Mentira. Quando menos se espera eles dão entrada na Europa. Quando é quase aqui ao lado, quando conseguem abalar o coração de um país tão próximo, a cena muda de figura. Eles não brincam e nós não nos queremos calar, e somos todos um pouco mais “Charlie” que ontem, mas o medo vem. Quem tem acompanhado ao longo do dia de hoje a situação é muito grave. e isto é tudo muito bonito quando continuamos aqui ao longe. mas ouvindo lá, falando com pessoas de lá, ver imagens em directo e todo o dia só haver policias nas ruas, ambulâncias, alertas para que não saiam de casa, sem trânsito, crianças que foram mantidas nas escolas sem contactos com os pais e familiares. Pessoas reféns. Reféns daqueles que todos sabemos, matam porque sim. Não imagino sequer o psicológico de todas as pessoas envolvidas, sendo eles polícias a correr o risco a cada segundo, sejam eles civis que se encontram à hora errada no local errado, sejam eles reféns que lutam pela vida frente a frente a uns homens tão vazios de tudo.

Cada vez mais estes grupos de terroristas, jihadistas, extremistas querem lançar o pânico e lançam, disso não temos dúvida. E no dia 7 conseguiram tirar a vida a uns mestres da caricatura, mas falharam ao não quererem que elas corressem mundo. Porque o mundo juntou-se e nunca se viram tantas caricaturas como ontem.

E agora a notícia que morreram os suspeitos.
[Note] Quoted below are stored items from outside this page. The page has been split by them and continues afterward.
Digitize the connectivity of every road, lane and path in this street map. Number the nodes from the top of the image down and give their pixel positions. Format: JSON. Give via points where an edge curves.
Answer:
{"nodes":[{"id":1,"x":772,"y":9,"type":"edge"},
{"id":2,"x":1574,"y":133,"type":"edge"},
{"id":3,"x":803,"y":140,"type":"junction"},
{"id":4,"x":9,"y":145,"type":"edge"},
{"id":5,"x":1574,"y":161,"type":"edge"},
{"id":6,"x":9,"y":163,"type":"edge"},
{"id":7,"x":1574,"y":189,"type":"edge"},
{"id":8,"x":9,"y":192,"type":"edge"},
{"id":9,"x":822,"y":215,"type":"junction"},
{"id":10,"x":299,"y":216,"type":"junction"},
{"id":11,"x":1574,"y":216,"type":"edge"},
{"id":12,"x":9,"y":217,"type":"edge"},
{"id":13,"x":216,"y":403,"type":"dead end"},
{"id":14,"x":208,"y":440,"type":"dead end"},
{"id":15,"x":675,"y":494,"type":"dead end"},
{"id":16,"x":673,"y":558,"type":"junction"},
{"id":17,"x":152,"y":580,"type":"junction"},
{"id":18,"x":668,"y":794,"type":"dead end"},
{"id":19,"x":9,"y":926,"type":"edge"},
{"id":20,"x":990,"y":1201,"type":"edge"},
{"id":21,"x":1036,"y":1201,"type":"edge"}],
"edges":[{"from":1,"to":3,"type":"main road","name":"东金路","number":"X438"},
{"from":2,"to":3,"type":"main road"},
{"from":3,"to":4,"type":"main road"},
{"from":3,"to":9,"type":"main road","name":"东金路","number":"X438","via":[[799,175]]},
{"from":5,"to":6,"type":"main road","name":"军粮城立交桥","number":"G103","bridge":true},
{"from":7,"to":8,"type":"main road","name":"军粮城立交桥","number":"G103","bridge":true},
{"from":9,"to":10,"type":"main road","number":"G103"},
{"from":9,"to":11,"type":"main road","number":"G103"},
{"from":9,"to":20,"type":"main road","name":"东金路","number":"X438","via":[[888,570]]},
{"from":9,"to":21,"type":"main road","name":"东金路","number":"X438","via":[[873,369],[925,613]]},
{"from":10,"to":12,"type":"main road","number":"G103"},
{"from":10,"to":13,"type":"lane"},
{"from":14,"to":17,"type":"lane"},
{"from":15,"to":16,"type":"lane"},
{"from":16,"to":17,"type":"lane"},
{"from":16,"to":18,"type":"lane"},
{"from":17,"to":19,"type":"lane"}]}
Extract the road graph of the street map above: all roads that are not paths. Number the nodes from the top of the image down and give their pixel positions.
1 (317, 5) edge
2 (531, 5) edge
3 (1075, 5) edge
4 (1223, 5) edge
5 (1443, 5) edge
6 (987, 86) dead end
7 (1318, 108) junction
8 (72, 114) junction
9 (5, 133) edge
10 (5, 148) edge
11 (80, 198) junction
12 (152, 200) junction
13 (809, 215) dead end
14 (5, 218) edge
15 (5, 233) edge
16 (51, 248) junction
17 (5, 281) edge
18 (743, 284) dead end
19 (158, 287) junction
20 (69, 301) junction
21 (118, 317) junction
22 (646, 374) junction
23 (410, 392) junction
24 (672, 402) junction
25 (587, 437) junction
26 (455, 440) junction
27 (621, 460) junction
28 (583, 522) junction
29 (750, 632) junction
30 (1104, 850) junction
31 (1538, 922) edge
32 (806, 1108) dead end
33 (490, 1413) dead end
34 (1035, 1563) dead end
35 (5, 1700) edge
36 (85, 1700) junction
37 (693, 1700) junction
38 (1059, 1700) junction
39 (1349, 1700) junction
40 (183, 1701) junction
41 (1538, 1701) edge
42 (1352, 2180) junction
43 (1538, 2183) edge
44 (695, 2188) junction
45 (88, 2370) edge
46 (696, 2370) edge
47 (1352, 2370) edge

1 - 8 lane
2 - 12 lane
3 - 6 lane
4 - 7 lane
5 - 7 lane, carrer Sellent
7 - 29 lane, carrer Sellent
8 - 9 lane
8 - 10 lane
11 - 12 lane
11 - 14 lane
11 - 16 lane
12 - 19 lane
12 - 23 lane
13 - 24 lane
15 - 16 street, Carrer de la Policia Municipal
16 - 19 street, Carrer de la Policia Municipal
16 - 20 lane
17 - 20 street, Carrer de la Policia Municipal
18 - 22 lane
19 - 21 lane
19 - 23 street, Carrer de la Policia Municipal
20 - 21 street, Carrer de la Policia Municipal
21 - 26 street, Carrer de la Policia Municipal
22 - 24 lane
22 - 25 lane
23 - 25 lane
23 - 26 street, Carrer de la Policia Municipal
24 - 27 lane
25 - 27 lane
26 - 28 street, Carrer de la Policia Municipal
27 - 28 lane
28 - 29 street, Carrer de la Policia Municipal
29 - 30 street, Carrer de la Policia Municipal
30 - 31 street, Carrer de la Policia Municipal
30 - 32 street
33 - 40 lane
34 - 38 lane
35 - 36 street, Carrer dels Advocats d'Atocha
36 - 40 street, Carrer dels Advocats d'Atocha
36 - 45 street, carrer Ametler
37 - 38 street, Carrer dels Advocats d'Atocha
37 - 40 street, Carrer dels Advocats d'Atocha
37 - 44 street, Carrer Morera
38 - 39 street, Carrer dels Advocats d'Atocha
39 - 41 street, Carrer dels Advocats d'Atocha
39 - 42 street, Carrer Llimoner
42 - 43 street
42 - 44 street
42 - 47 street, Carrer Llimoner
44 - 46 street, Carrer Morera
Tanto os irmãos do ataque ao “Charlie Hebdo” como do suspeito ao ataque hoje ao minimercado.

A vida vai continuar. Vai ficar um “7 de Janeiro” assim como ficou um “11 de Setembro”, um “15 de Abril”… Mas vai ficar medo. Porque este foi um ataque diferente.

Este post estava em rascunho desde o dia 16/01/2015. Foi feito após o atentado em Paris ao "Charlie Hebdo" a 7/01/2015. Nunca cheguei a publica-lo e já o tinha visto ali mas não apaguei, mas também não pensei em chegar a publicá-lo. Nem mesmo naquela trágica sexta-feira 13 de Novembro em que voltaram a atacar Paris.

Infelizmente hoje há mais um dia em que a vida continua mas vai ficar um 22 de Março. Não para Paris, mas para a Bélgica, no seu coração o atentado com estas três bombas e já cerca de 34 mortos e um número incalculável de feridos.

Medo?! É uma mistura de tanto que não sei explicar, ouvi porem alguém na televisão que mora lá em Bruxelas dizer algo do género, "não tenho medo do amanhã, porque isso é o que eles - quem faz isto - querem. Tenho antes respeito, pelo que me ensinaram, pelos valores que tenho, pelo que pode acontecer em qualquer lugar em qualquer momento e pela vida, vida que essas pessoas não respeitam.

A vida é isto que nos passa, mesmo com o coração nas mãos é viver. É tentar lutar por um mundo melhor.

Era tão fácil. Não que o mundo fosse cor-de-rosa. Mas que tivesse menos dias negros como este.

Há muita tristeza. E raiva. E fé. Esperança.

E coragem e força para os familiares e amigos das vítimas.